> _Action item_: Across the lines of the records below, how many have the string "Long" in them? Answer with the number alone.

> _Data under study_:
+ + +

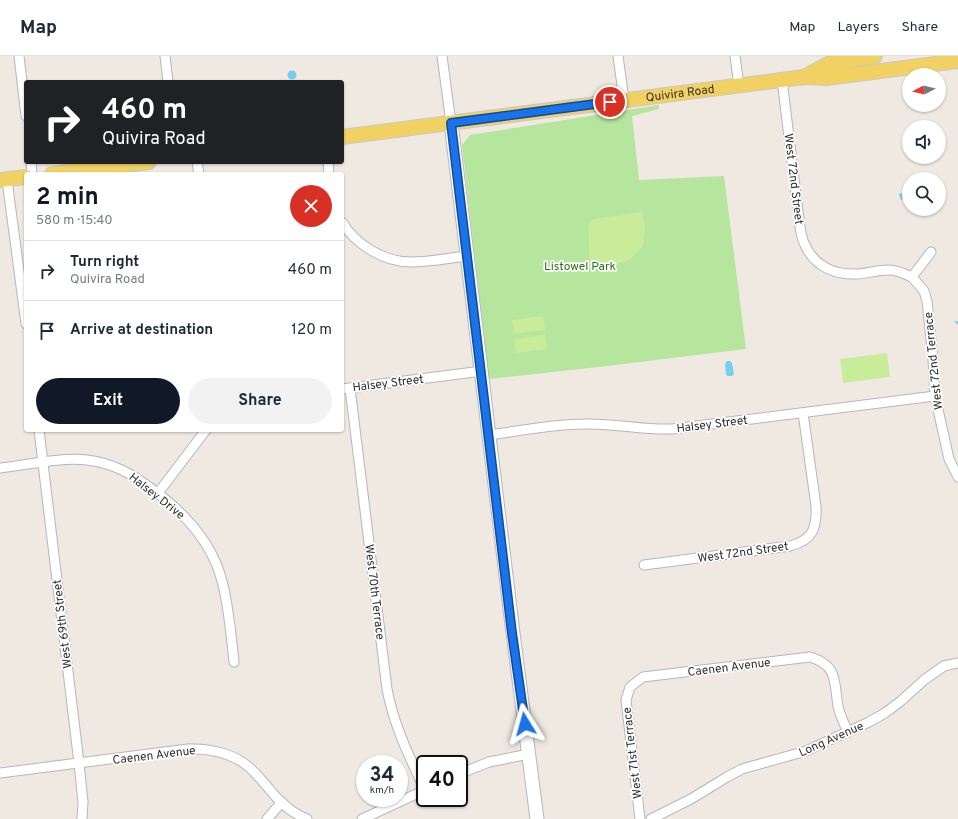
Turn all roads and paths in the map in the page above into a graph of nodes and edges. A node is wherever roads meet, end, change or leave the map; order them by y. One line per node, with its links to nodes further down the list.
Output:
1 (18, 56): 13 (street)
2 (165, 56): 9 (street)
3 (442, 56): 14 (street)
4 (618, 56): 12 (street)
5 (735, 56): 11 (street)
6 (875, 56): 8 (main road, Quivira Road)
7 (958, 61): 8 (main road, Quivira Road)
8 (804, 77): 10 (main road, Quivira Road)
9 (168, 80)
10 (782, 80): 11 (main road, Quivira Road); 23 (street, West 72nd Street)
11 (739, 86): 12 (main road, Quivira Road)
12 (624, 100): 14 (main road, Quivira Road)
13 (24, 101)
14 (451, 123): 15 (main road, Quivira Road); 22 (street)
15 (344, 137)
16 (133, 164): 17 (main road)
17 (68, 172)
18 (24, 177): 19 (main road)
19 (3, 180): 24 (street)
20 (344, 225): 22 (street)
21 (931, 252): 23 (street)
22 (467, 256): 25 (street)
23 (912, 277): 27 (street, West 72nd Terrace)
24 (24, 309)
25 (482, 371): 26 (street, Halsey Street); 31 (street)
26 (346, 389): 43 (street, West 70th Terrace)
27 (934, 396): 28 (street, Halsey Street); 34 (street, West 72nd Terrace)
28 (803, 413): 31 (street, Halsey Street); 36 (street, West 72nd Street)
29 (39, 432): 32 (street, West 69th Street)
30 (204, 432): 35 (street)
31 (489, 435): 41 (street)
32 (43, 463): 33 (street, Halsey Drive); 35 (street, Halsey Drive); 42 (street, West 69th Street)
33 (0, 468)
34 (958, 477)
35 (158, 493): 37 (street, Halsey Drive)
36 (644, 565)
37 (234, 662)
38 (958, 663): 40 (street, Long Avenue)
39 (630, 687): 40 (street, Caenen Avenue); 53 (street, West 71st Terrace)
40 (848, 732): 54 (street, Long Avenue)
41 (529, 754): 44 (street); 52 (street)
42 (80, 763): 45 (street, Caenen Avenue); 47 (street, Caenen Avenue); 48 (street, West 69th Street)
43 (416, 770)
44 (468, 770)
45 (0, 774)
46 (416, 794): 51 (street)
47 (282, 802): 49 (street); 50 (street, Caenen Avenue)
48 (82, 819)
49 (266, 819)
50 (307, 819)
51 (362, 819)
52 (537, 819)
53 (640, 819)
54 (651, 819)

+ + +

> _Written solution_: 2